Establecido este individualismo y denunciadas "todas las formas de campo de concentración posteriores a la liberación en los campos nazis, incluidas las catedrales del dolor que son las fábricas, empresas y otros lugares organizados y administrados por el capitalismo", Onfray procede, en las siguientes secciones del libro, a construir una política sobre, por y para ese individuo. El corazón de su convocatoria, la "figura nueva", es Mayo del ’68, cumplir, terminar, perfeccionar lo que allí quedó inconcluso: las posibilidades abiertas por el pensamiento de Deleuze y Foucault; la demolición de la familia mononuclear como modelo normativo único y su reemplazo por las experiencias intersubjetivas de todo tipo; el trabajo ya no entendido como una fatalidad sino en relación limitada a las necesidades del propio consumo; la perspectiva de una "economía generalizada", que se practique no como una actividad separada sino integrada a los demás dominios del individuo. "Antes los teólogos hacían la ley; ahora son los economistas."

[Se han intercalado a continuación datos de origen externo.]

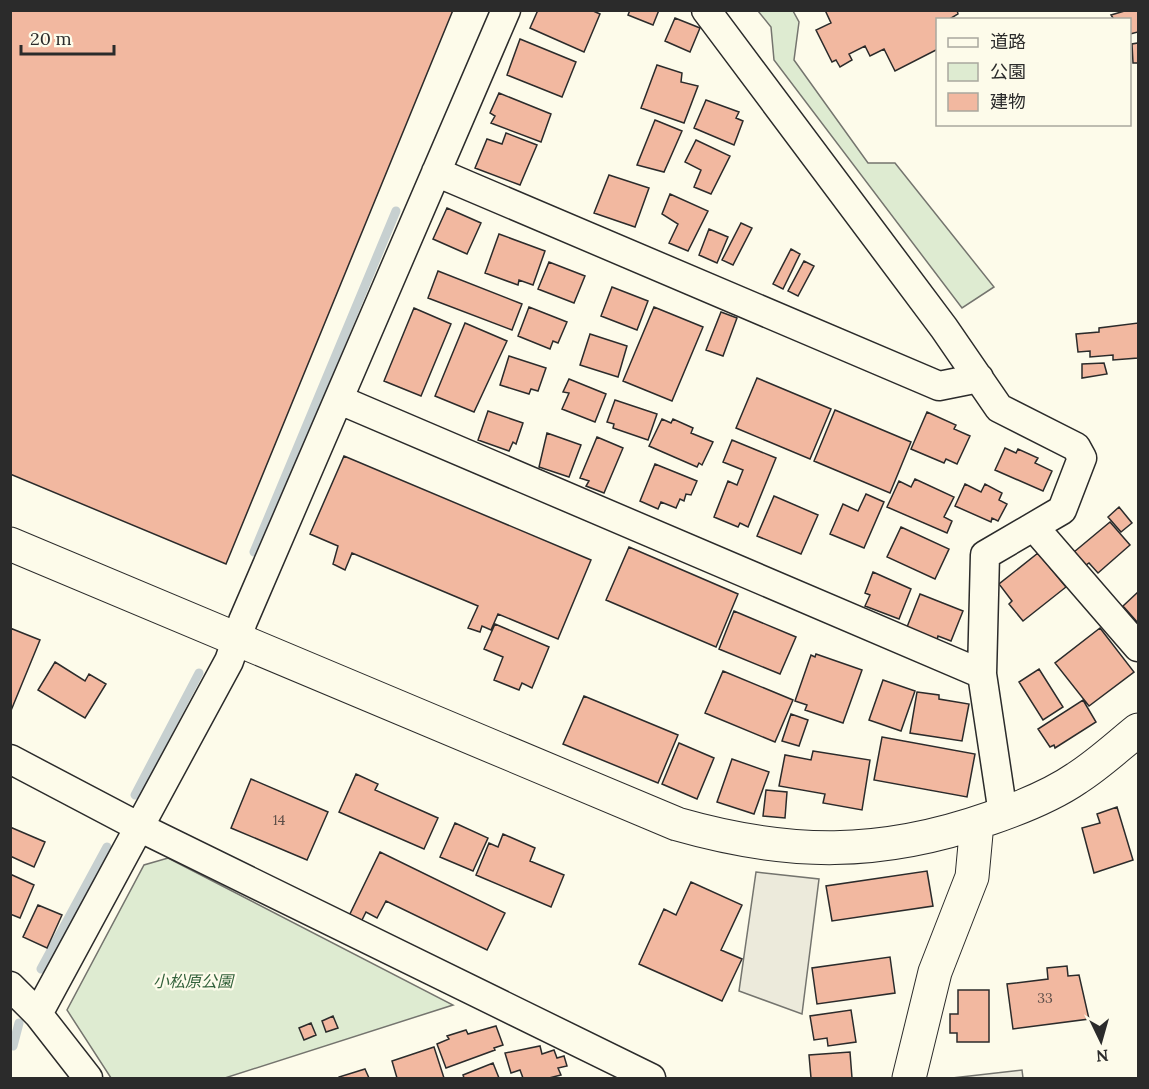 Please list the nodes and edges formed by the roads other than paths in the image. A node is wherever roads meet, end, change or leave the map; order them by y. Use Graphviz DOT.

Onfray, además de libertario furioso, es un conocedor a fondo y un expositor prolijo de la filosofía oficial que critica (incluyendo al marxismo) y de la tradición alternativa que ofrece: una voluntad de libertad que atraviesa a los cínicos, Max Stirner, Proudhon, Nietzsche, Blanqui, La Boétie, y tantos otros. (Hay un anexo con bibliografía temática.) Quizás habría sido preferible, sin embargo, que se hubiera limitado a tomar de los cínicos el desprecio por las convenciones sociales, la prédica de igualdad y el ejercicio de la autarquía, y que hubiera dejado de lado esa forma literaria cuyo desarrollo se les atribuye: la diatriba.
Los antagonistas que Onfray desafía son inevitablemente siempre los mismos, los defensores del orden institucionalizado, y la prédica con que los enfrenta en cada sección del libro se vuelve redundante. El inconveniente no oscurece el filo de la vertiente afirmativa de su discurso, donde se destacan una espeluznante descripción de la pobreza en Francia; su teoría del individuo soberano; y, en la última parte, las propuestas para una acción obrera adaptada a las necesidades contemporáneas.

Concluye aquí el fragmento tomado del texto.